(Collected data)
+--

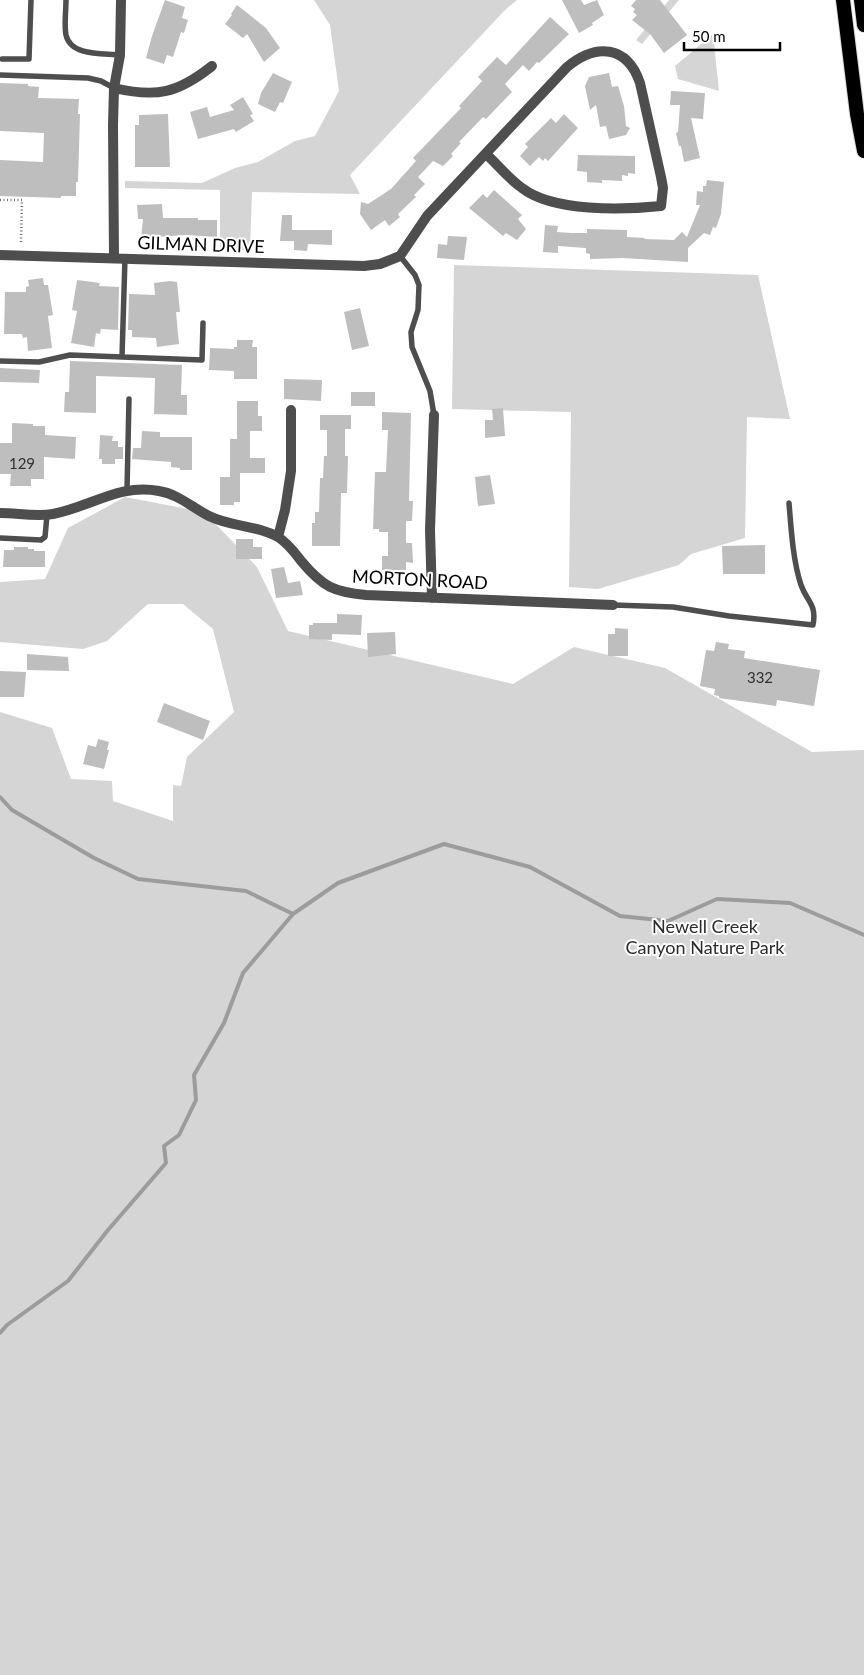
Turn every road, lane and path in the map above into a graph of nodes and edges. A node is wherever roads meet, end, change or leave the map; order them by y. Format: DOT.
graph roads {
  1 [pos="31,0"];
  2 [pos="66,0"];
  3 [pos="121,0"];
  4 [pos="843,0"];
  5 [pos="861,0"];
  6 [pos="864,26"];
  7 [pos="120,55"];
  8 [pos="2,59"];
  9 [pos="212,66"];
  10 [pos="0,75"];
  11 [pos="114,88"];
  12 [pos="864,150"];
  13 [pos="486,154"];
  14 [pos="0,200"];
  15 [pos="21,242"];
  16 [pos="0,255"];
  17 [pos="400,256"];
  18 [pos="114,258"];
  19 [pos="125,258"];
  20 [pos="203,322"];
  21 [pos="122,357"];
  22 [pos="0,361"];
  23 [pos="129,399"];
  24 [pos="291,410"];
  25 [pos="434,415"];
  26 [pos="127,490"];
  27 [pos="789,503"];
  28 [pos="0,513"];
  29 [pos="47,515"];
  30 [pos="278,537"];
  31 [pos="0,538"];
  32 [pos="432,598"];
  33 [pos="614,605"];
  1 -- 8 [label="lane"];
  2 -- 7 [label="lane"];
  3 -- 7 [label="street"];
  4 -- 12 [label="highway"];
  5 -- 6 [label="highway"];
  7 -- 11 [label="street"];
  9 -- 11 [label="street"];
  10 -- 11 [label="lane"];
  11 -- 18 [label="street"];
  13 -- 13 [label="street"];
  13 -- 17 [label="street"];
  14 -- 15 [label="path"];
  16 -- 18 [label="street, GILMAN DRIVE"];
  17 -- 19 [label="street, GILMAN DRIVE"];
  17 -- 25 [label="lane"];
  18 -- 19 [label="street, GILMAN DRIVE"];
  19 -- 21 [label="lane"];
  20 -- 21 [label="lane"];
  21 -- 22 [label="lane"];
  23 -- 26 [label="lane"];
  24 -- 30 [label="street"];
  25 -- 32 [label="street"];
  26 -- 29 [label="street, MORTON ROAD"];
  26 -- 30 [label="street, MORTON ROAD"];
  27 -- 33 [label="lane, MORTON ROAD"];
  28 -- 29 [label="street, MORTON ROAD"];
  29 -- 31 [label="lane"];
  30 -- 32 [label="street, MORTON ROAD"];
  32 -- 33 [label="street, MORTON ROAD"];
}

+--

## Directions for this task
Write out the data in full and exactly as given, though without the images.

## Written reply
Turn every road, lane and path in the map above into a graph of nodes and edges. A node is wherever roads meet, end, change or leave the map; order them by y. Format: DOT.
graph roads {
  1 [pos="31,0"];
  2 [pos="66,0"];
  3 [pos="121,0"];
  4 [pos="843,0"];
  5 [pos="861,0"];
  6 [pos="864,26"];
  7 [pos="120,55"];
  8 [pos="2,59"];
  9 [pos="212,66"];
  10 [pos="0,75"];
  11 [pos="114,88"];
  12 [pos="864,150"];
  13 [pos="486,154"];
  14 [pos="0,200"];
  15 [pos="21,242"];
  16 [pos="0,255"];
  17 [pos="400,256"];
  18 [pos="114,258"];
  19 [pos="125,258"];
  20 [pos="203,322"];
  21 [pos="122,357"];
  22 [pos="0,361"];
  23 [pos="129,399"];
  24 [pos="291,410"];
  25 [pos="434,415"];
  26 [pos="127,490"];
  27 [pos="789,503"];
  28 [pos="0,513"];
  29 [pos="47,515"];
  30 [pos="278,537"];
  31 [pos="0,538"];
  32 [pos="432,598"];
  33 [pos="614,605"];
  1 -- 8 [label="lane"];
  2 -- 7 [label="lane"];
  3 -- 7 [label="street"];
  4 -- 12 [label="highway"];
  5 -- 6 [label="highway"];
  7 -- 11 [label="street"];
  9 -- 11 [label="street"];
  10 -- 11 [label="lane"];
  11 -- 18 [label="street"];
  13 -- 13 [label="street"];
  13 -- 17 [label="street"];
  14 -- 15 [label="path"];
  16 -- 18 [label="street, GILMAN DRIVE"];
  17 -- 19 [label="street, GILMAN DRIVE"];
  17 -- 25 [label="lane"];
  18 -- 19 [label="street, GILMAN DRIVE"];
  19 -- 21 [label="lane"];
  20 -- 21 [label="lane"];
  21 -- 22 [label="lane"];
  23 -- 26 [label="lane"];
  24 -- 30 [label="street"];
  25 -- 32 [label="street"];
  26 -- 29 [label="street, MORTON ROAD"];
  26 -- 30 [label="street, MORTON ROAD"];
  27 -- 33 [label="lane, MORTON ROAD"];
  28 -- 29 [label="street, MORTON ROAD"];
  29 -- 31 [label="lane"];
  30 -- 32 [label="street, MORTON ROAD"];
  32 -- 33 [label="street, MORTON ROAD"];
}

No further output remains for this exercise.